By synthesizing cells that use a proportion of molecules that have an inverse chirality to the majority of biotic life we're not exactly making cancer airborne and contagious.


They wouldn't have an inherently higher survivorship, but it would be toxic to predators, wiping them out (either directly by toxicity, or indirectly by starvation), at the same time as growing and spreading further. Natural evolution itself is unlikely to develop an organism capable of metabolizing mirror sugars, fats, proteins.

So this means people have to take an active role in eradicating this life form, if it ever comes to be.


Maybe someone with industrial chemistry experience can explain this to me- if an organism contains both normal and "mirror" ribosomes, it should produce both isomers of a given protein. How do you separate the mirror versions from the normal versions on a large scale?


Isomers do tend to act differently in certain situations. You can't shake someone's left hand easily with your right. Although I'm not certain on the exact mechanisms I believe it is possible to screen molecules of different chiralitites by using chemicals that only attach to a right hand or a left hand partner. They might also pass through mazes and filters in different directions.

It's a good question, and I'd love to hear a detailed answer.


Yes, there are many ways to make isomers--it is done commonly in the pharmaceutical industry. Can be done directly via synthesis, or a racemic mix can be separated by physical processes such as crystalization or enzymatically. Most enzymes have a chirality (like the glove analogy), so they tend to create produces with a single isomer.

This said, making an organism with mixed chirality would likely not be effective because, likely, many reactions would not proceed or would proceed with poor efficiency. All D- or all L- would work fine, but any evolved organism would suffer/die with a mix of D- and L-.


There are ways of separating individual enantiomers from a racemic mixture of both.
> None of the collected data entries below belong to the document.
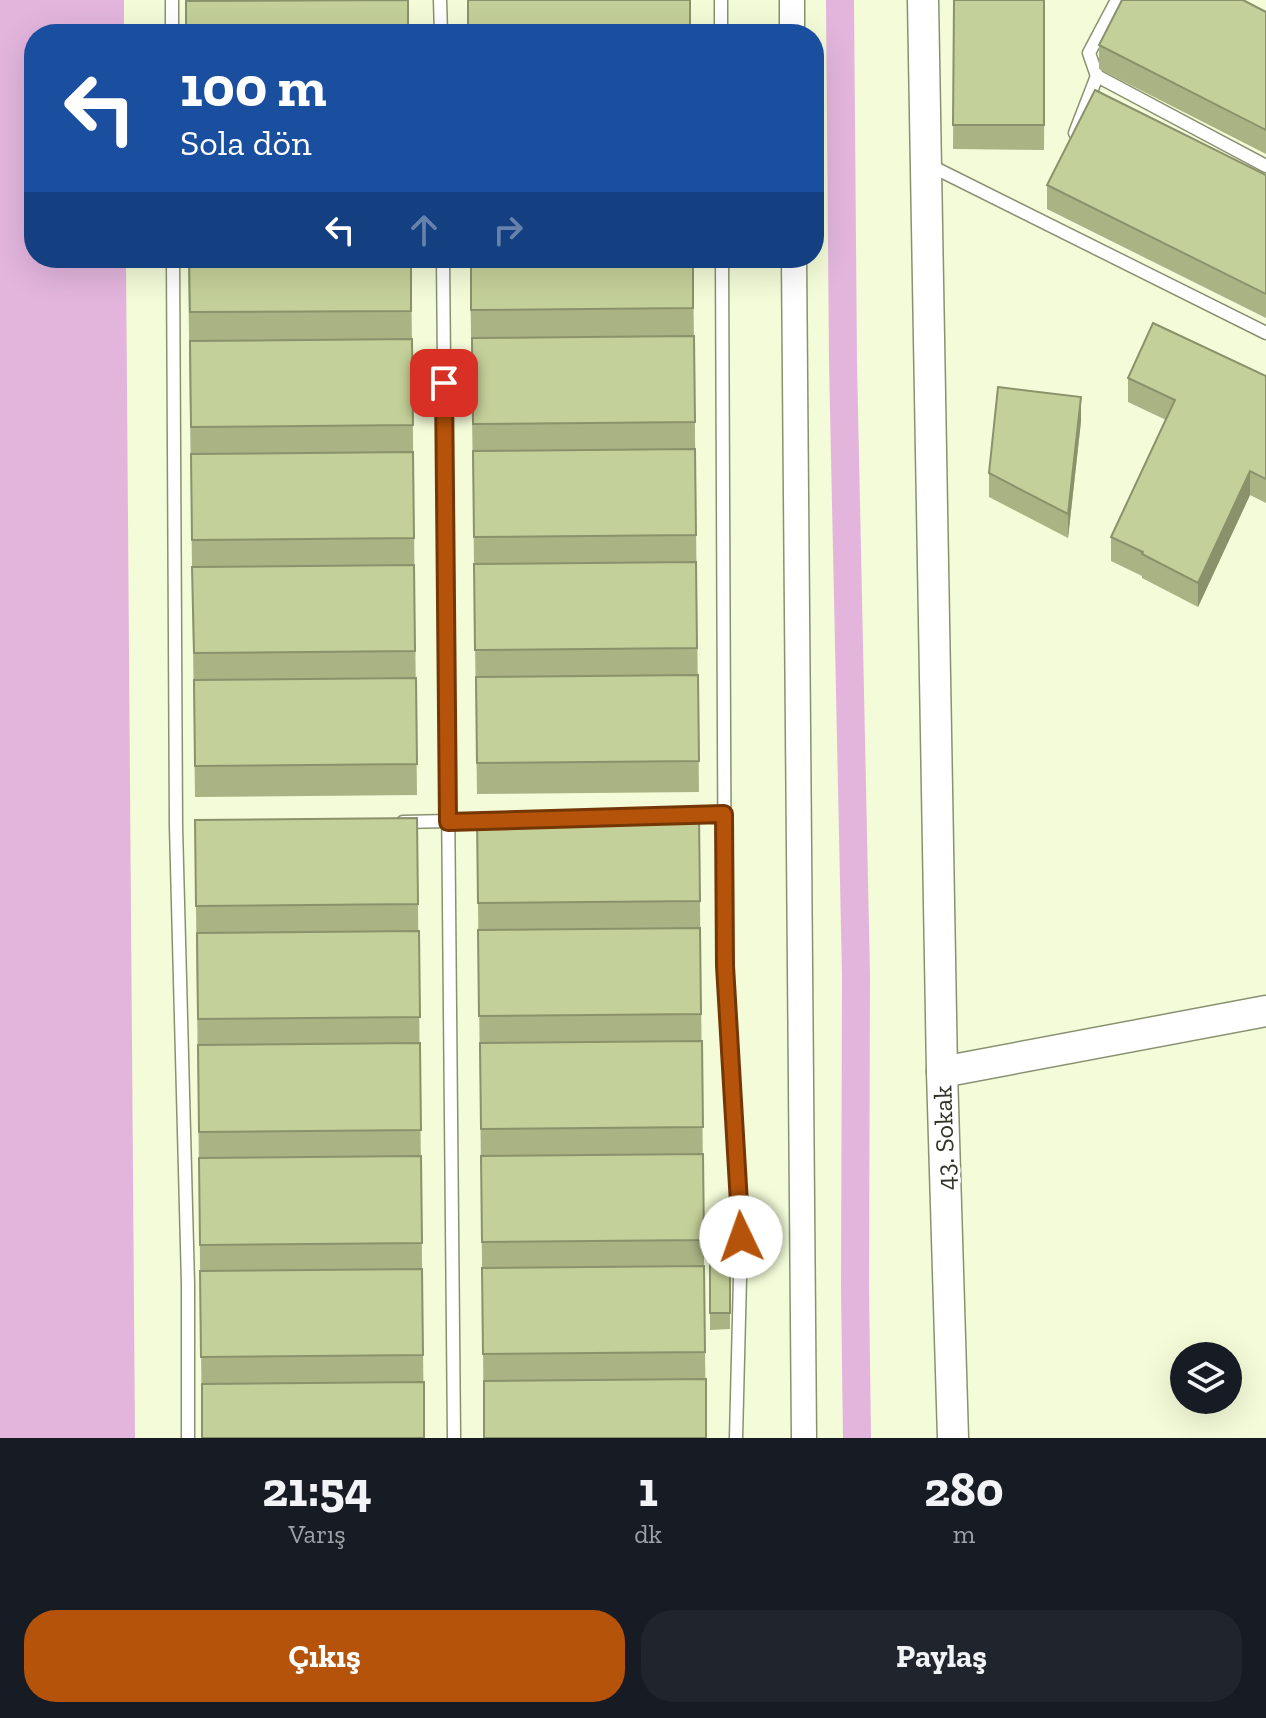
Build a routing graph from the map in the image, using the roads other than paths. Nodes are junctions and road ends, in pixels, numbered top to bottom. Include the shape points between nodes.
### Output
1 (172, 0) edge
2 (440, 0) edge
3 (721, 0) edge
4 (792, 0) edge
5 (923, 0) edge
6 (1117, 0) edge
7 (172, 24) edge
8 (441, 24) edge
9 (721, 24) edge
10 (792, 24) edge
11 (1097, 76) junction
12 (1069, 149) edge
13 (927, 164) junction
14 (1266, 166) edge
15 (1046, 206) edge
16 (1041, 221) junction
17 (173, 268) edge
18 (443, 268) edge
19 (722, 268) edge
20 (794, 268) edge
21 (1266, 333) edge
22 (724, 814) junction
23 (617, 817) edge
24 (509, 820) edge
25 (448, 822) junction
26 (384, 823) edge
27 (176, 827) junction
28 (192, 827) edge
29 (1266, 1011) edge
30 (942, 1072) junction
31 (188, 1438) edge
32 (454, 1438) edge
33 (736, 1438) edge
34 (804, 1438) edge
35 (953, 1438) edge

1 - 7 lane
2 - 8 lane
3 - 9 lane
4 - 10 street
5 - 13 street
6 - 11 lane via 1089,53
11 - 12 lane
11 - 14 lane
13 - 16 lane
13 - 30 street
15 - 16 lane
16 - 21 lane
17 - 27 lane
18 - 25 lane
19 - 22 lane
20 - 34 street
22 - 23 lane
22 - 33 lane via 725,966 741,1237
24 - 25 lane
25 - 26 lane
25 - 32 lane
27 - 28 lane
27 - 31 lane
29 - 30 street, 43. Sokak
30 - 35 street, 43. Sokak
For example, crystallization will create separate crystals of each (this is how it was done first by Pasteur).



What is a mirror cell?


A cell constructed entirely from molecules with complementary chirality[1] to that of the molecules in normal life on earth. Alternately, read the article:

  A life-form … based on mirror-image versions of earthly
  proteins and DNA.
[1]http://en.wikipedia.org/wiki/Chirality_(chemistry)


I think it is supposed to mean a cell in which the amino acids have D chirality (as opposed to the more common L amino acids); the fully 'mirrored' cell the link is suggesting doesn't seem fully thought out.


If this comes to fruition, we can at least console ourselves that Global Warming would be stopped (by killing out ocean-borne oxygen breathers).


But really, just how much of organisms constitutes molecules that can be mirrored? And whether or not a lion's stomach can actually extract nutrients from a dead mirror gazelle, the mirror gazelle is still very dead. Even if it wasn't ripped apart, stomach acid is unconcerned with what 'handed-ness' a molecule is.


Recently it was proven possible to construct an organism through synthetic processes. This is still limited to very close copies of the real things, but could be adapted to produce reverse chiral molecules.

http://www.jcvi.org/cms/press/press-releases/full-text/artic...

Edit: Although, the added difficulty would be the need to reconstruct a cell completely out of mirror molecules for it to work. In the case above, the genome was injected into an existing cell and left to replicate. So it's not quite a trivial thing to do.